El 2 de enero pasado se cumplieron 103 años del nacimiento, en 1920, del escritor y bioquímico Isaac Asimovy hoy, 6 de abril, se cumplen 31 años de su fallecimiento.
Conocido por ser un prolífico autor de obras de ciencia ficción, historia y divulgación científica, una de las más importantes fue Yo, robot, que se publicó en 1950 y resultó visionaria porque la pregunta que plantó nuestro sigue atravesando: ¿qué distancia, qué cercanía hay entre los robots inteligentes y los seres humanos?
Fallecido en 1992, el erudito estadounidense de origen ruso -la familia se mudó a los Estados Unidos cuando él tenía 3 años- tiene en su haber muchas frases célebres. Aquí, una selección de seis, que describe su visión de la vida y el mundo.
la ciencia va más rápido
* «La parte más triste de la vida es cuando la ciencia reúne el conocimiento más rápidamente que la sociedad reúne la sabiduría».
Después del matte jacket
* «En la vida, a diferencia del ajedrez, el juego continuó después del jaque mate».
Piensa bien, escribe bien
* «Una mala idea mal escrita es probablemente más aceptada que una buena idea mal escrita».
El problema de la vida y la muerte.
* «La vida es agradable. La muerte es pacífica.
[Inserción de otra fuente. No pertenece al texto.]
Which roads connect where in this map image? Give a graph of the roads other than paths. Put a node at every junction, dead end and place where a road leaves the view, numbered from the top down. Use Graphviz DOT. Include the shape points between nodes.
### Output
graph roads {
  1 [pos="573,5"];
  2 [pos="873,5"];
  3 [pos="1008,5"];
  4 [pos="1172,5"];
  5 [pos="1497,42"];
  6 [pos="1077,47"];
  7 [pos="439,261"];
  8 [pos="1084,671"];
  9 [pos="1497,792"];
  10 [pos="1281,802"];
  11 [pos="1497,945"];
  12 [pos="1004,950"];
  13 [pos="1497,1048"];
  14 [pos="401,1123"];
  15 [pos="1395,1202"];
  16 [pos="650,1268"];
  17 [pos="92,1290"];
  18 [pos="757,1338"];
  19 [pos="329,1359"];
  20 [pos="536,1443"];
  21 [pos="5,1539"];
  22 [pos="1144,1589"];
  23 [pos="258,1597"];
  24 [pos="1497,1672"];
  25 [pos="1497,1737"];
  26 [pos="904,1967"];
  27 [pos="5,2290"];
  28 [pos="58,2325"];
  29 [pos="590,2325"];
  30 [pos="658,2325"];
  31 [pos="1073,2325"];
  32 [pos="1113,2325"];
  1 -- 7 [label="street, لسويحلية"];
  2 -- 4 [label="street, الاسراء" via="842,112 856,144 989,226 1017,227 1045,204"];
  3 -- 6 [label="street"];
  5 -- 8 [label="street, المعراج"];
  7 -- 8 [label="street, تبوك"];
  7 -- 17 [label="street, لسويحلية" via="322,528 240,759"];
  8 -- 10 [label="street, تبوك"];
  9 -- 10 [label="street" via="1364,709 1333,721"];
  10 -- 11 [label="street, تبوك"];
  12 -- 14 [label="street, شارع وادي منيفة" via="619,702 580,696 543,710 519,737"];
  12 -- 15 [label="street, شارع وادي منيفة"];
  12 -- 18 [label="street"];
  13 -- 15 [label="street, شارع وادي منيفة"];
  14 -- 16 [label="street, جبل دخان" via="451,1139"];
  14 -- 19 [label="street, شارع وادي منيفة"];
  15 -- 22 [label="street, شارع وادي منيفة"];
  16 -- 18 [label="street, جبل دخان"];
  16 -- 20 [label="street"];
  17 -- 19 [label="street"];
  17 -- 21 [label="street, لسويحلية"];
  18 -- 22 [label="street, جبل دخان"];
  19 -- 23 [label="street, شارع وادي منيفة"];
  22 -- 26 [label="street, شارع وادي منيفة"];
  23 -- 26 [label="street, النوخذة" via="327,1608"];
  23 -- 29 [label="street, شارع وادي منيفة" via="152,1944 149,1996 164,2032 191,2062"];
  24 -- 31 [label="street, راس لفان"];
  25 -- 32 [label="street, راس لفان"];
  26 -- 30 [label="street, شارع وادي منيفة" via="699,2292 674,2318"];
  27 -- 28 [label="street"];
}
Es la transición la que es problemática».
¿Eureka?
* «La frase más emocionante que se puede oír en ciencia, cuando se anuncia un nuevo descubrimiento no es ‘Eureka’ (Lo encontré), sino ‘es extraño'».
Con cerca de 400 títulos publicados, Asimov escribió también cuentos y novelas policiales y, sobre todo, textos de divulgación científica. Fue –junto con Arthur C. Clarke, autor de «2001: Una odisea del espacio», y Robert A. Heinlein– uno de los representantes de la “edad de oro de la ciencia ficción”.
Asimov desarrolló una obra cuya temática y cosmovisión está, sobre todo, poblada por la convivencia de humanos con robots, los peligros de ese vínculo, las tensiones y, en otros casos, sus efectos positivos. También habla de la colonización del espacio imperial y (riquísimo oxímoron) de una historia del futuro. Por supuesto, entre sus ensayos también se destacan la Guía Asimov para la Biblia, sober el contexto histórico del Antiguo y el Nuevo Testamento, y libros de historia sober antiguas civilizaciones.